Supplied material:

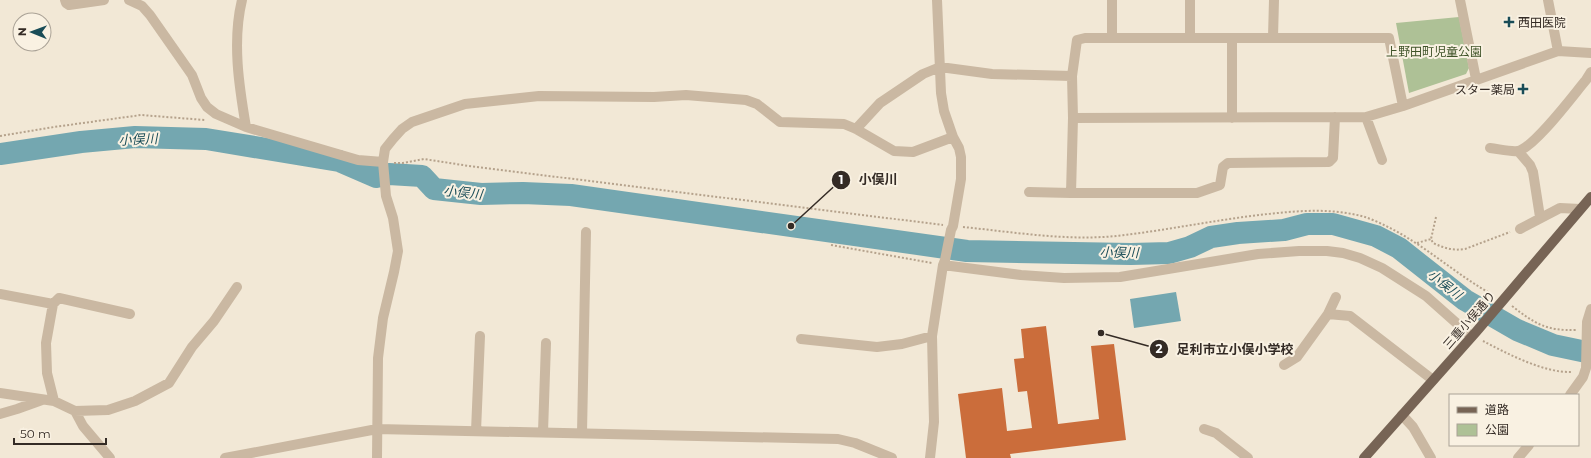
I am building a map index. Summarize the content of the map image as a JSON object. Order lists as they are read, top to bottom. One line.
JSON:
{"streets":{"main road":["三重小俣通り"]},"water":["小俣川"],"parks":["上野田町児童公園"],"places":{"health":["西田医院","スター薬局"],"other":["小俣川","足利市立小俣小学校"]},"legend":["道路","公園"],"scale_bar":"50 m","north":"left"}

Task prompt:
Pictures stay out of the copy; print the material above exactly.

Reply to the exercise:
I am building a map index. Summarize the content of the map image as a JSON object. Order lists as they are read, top to bottom. One line.
JSON:
{"streets":{"main road":["三重小俣通り"]},"water":["小俣川"],"parks":["上野田町児童公園"],"places":{"health":["西田医院","スター薬局"],"other":["小俣川","足利市立小俣小学校"]},"legend":["道路","公園"],"scale_bar":"50 m","north":"left"}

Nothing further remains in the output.